--- Supplied records Enclosed Below ---
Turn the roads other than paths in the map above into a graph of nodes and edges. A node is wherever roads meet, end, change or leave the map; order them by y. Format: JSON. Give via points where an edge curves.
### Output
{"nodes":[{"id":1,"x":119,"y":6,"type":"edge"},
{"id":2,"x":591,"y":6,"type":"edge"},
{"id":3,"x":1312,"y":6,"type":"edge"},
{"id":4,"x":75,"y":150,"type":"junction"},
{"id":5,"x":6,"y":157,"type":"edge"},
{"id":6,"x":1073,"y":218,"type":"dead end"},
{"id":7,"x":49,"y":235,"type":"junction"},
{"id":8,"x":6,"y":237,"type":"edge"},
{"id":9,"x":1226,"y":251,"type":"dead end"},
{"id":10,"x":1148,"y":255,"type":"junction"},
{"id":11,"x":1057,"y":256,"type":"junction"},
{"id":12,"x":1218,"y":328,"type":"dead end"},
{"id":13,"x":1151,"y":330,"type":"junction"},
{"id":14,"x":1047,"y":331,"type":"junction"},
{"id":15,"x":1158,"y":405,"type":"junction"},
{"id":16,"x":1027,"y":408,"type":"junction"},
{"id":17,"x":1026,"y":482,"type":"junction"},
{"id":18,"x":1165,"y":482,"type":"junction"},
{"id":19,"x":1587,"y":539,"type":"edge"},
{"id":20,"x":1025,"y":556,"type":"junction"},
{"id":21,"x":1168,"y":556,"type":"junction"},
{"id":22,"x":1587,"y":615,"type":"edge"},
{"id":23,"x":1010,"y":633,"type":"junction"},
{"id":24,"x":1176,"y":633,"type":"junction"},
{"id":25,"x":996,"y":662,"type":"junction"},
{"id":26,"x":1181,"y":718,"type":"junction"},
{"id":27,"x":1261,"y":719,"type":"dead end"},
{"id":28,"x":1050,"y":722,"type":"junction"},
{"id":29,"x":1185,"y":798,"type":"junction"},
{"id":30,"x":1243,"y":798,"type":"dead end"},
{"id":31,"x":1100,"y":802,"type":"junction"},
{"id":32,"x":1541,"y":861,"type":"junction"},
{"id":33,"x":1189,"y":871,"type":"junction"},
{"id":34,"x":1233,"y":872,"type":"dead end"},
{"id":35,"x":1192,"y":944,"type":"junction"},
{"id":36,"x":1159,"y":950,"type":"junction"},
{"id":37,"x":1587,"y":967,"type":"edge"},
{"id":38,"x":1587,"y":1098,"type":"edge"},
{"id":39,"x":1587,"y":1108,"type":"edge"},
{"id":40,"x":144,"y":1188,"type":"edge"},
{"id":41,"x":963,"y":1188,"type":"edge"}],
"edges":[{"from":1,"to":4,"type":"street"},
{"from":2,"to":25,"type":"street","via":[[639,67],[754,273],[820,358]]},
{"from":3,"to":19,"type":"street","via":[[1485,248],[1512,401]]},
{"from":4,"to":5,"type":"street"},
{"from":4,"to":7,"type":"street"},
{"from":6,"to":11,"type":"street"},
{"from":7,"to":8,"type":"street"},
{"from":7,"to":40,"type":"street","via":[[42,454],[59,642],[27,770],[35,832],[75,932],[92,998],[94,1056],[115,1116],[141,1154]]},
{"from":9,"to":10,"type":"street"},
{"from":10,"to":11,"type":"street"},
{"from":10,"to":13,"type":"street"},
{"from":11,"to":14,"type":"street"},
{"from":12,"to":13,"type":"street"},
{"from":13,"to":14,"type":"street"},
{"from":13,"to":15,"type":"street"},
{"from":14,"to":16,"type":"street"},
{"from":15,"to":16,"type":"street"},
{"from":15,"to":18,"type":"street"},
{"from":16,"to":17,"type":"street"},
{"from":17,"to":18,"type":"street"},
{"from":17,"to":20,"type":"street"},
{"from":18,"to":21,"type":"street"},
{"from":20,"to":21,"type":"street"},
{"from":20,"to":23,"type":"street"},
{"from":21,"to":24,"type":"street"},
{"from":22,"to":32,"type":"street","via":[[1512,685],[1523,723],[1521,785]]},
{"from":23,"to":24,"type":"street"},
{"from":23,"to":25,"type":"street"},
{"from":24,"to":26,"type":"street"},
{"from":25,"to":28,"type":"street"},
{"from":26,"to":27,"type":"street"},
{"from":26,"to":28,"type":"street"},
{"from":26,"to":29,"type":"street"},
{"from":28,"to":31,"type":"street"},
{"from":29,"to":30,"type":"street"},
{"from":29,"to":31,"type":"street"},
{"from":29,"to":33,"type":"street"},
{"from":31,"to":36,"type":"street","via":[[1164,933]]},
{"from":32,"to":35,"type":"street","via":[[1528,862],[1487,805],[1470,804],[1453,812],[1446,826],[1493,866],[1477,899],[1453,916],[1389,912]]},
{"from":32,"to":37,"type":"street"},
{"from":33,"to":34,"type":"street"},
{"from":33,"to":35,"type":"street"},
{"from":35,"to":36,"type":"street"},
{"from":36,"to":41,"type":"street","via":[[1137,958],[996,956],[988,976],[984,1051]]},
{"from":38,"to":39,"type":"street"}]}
--- End of Enclosed Supplied records ---
▸ **Problem to solve**:
Each record above should be returned exactly as written.

▸ **Task response**:
Turn the roads other than paths in the map above into a graph of nodes and edges. A node is wherever roads meet, end, change or leave the map; order them by y. Format: JSON. Give via points where an edge curves.
### Output
{"nodes":[{"id":1,"x":119,"y":6,"type":"edge"},
{"id":2,"x":591,"y":6,"type":"edge"},
{"id":3,"x":1312,"y":6,"type":"edge"},
{"id":4,"x":75,"y":150,"type":"junction"},
{"id":5,"x":6,"y":157,"type":"edge"},
{"id":6,"x":1073,"y":218,"type":"dead end"},
{"id":7,"x":49,"y":235,"type":"junction"},
{"id":8,"x":6,"y":237,"type":"edge"},
{"id":9,"x":1226,"y":251,"type":"dead end"},
{"id":10,"x":1148,"y":255,"type":"junction"},
{"id":11,"x":1057,"y":256,"type":"junction"},
{"id":12,"x":1218,"y":328,"type":"dead end"},
{"id":13,"x":1151,"y":330,"type":"junction"},
{"id":14,"x":1047,"y":331,"type":"junction"},
{"id":15,"x":1158,"y":405,"type":"junction"},
{"id":16,"x":1027,"y":408,"type":"junction"},
{"id":17,"x":1026,"y":482,"type":"junction"},
{"id":18,"x":1165,"y":482,"type":"junction"},
{"id":19,"x":1587,"y":539,"type":"edge"},
{"id":20,"x":1025,"y":556,"type":"junction"},
{"id":21,"x":1168,"y":556,"type":"junction"},
{"id":22,"x":1587,"y":615,"type":"edge"},
{"id":23,"x":1010,"y":633,"type":"junction"},
{"id":24,"x":1176,"y":633,"type":"junction"},
{"id":25,"x":996,"y":662,"type":"junction"},
{"id":26,"x":1181,"y":718,"type":"junction"},
{"id":27,"x":1261,"y":719,"type":"dead end"},
{"id":28,"x":1050,"y":722,"type":"junction"},
{"id":29,"x":1185,"y":798,"type":"junction"},
{"id":30,"x":1243,"y":798,"type":"dead end"},
{"id":31,"x":1100,"y":802,"type":"junction"},
{"id":32,"x":1541,"y":861,"type":"junction"},
{"id":33,"x":1189,"y":871,"type":"junction"},
{"id":34,"x":1233,"y":872,"type":"dead end"},
{"id":35,"x":1192,"y":944,"type":"junction"},
{"id":36,"x":1159,"y":950,"type":"junction"},
{"id":37,"x":1587,"y":967,"type":"edge"},
{"id":38,"x":1587,"y":1098,"type":"edge"},
{"id":39,"x":1587,"y":1108,"type":"edge"},
{"id":40,"x":144,"y":1188,"type":"edge"},
{"id":41,"x":963,"y":1188,"type":"edge"}],
"edges":[{"from":1,"to":4,"type":"street"},
{"from":2,"to":25,"type":"street","via":[[639,67],[754,273],[820,358]]},
{"from":3,"to":19,"type":"street","via":[[1485,248],[1512,401]]},
{"from":4,"to":5,"type":"street"},
{"from":4,"to":7,"type":"street"},
{"from":6,"to":11,"type":"street"},
{"from":7,"to":8,"type":"street"},
{"from":7,"to":40,"type":"street","via":[[42,454],[59,642],[27,770],[35,832],[75,932],[92,998],[94,1056],[115,1116],[141,1154]]},
{"from":9,"to":10,"type":"street"},
{"from":10,"to":11,"type":"street"},
{"from":10,"to":13,"type":"street"},
{"from":11,"to":14,"type":"street"},
{"from":12,"to":13,"type":"street"},
{"from":13,"to":14,"type":"street"},
{"from":13,"to":15,"type":"street"},
{"from":14,"to":16,"type":"street"},
{"from":15,"to":16,"type":"street"},
{"from":15,"to":18,"type":"street"},
{"from":16,"to":17,"type":"street"},
{"from":17,"to":18,"type":"street"},
{"from":17,"to":20,"type":"street"},
{"from":18,"to":21,"type":"street"},
{"from":20,"to":21,"type":"street"},
{"from":20,"to":23,"type":"street"},
{"from":21,"to":24,"type":"street"},
{"from":22,"to":32,"type":"street","via":[[1512,685],[1523,723],[1521,785]]},
{"from":23,"to":24,"type":"street"},
{"from":23,"to":25,"type":"street"},
{"from":24,"to":26,"type":"street"},
{"from":25,"to":28,"type":"street"},
{"from":26,"to":27,"type":"street"},
{"from":26,"to":28,"type":"street"},
{"from":26,"to":29,"type":"street"},
{"from":28,"to":31,"type":"street"},
{"from":29,"to":30,"type":"street"},
{"from":29,"to":31,"type":"street"},
{"from":29,"to":33,"type":"street"},
{"from":31,"to":36,"type":"street","via":[[1164,933]]},
{"from":32,"to":35,"type":"street","via":[[1528,862],[1487,805],[1470,804],[1453,812],[1446,826],[1493,866],[1477,899],[1453,916],[1389,912]]},
{"from":32,"to":37,"type":"street"},
{"from":33,"to":34,"type":"street"},
{"from":33,"to":35,"type":"street"},
{"from":35,"to":36,"type":"street"},
{"from":36,"to":41,"type":"street","via":[[1137,958],[996,956],[988,976],[984,1051]]},
{"from":38,"to":39,"type":"street"}]}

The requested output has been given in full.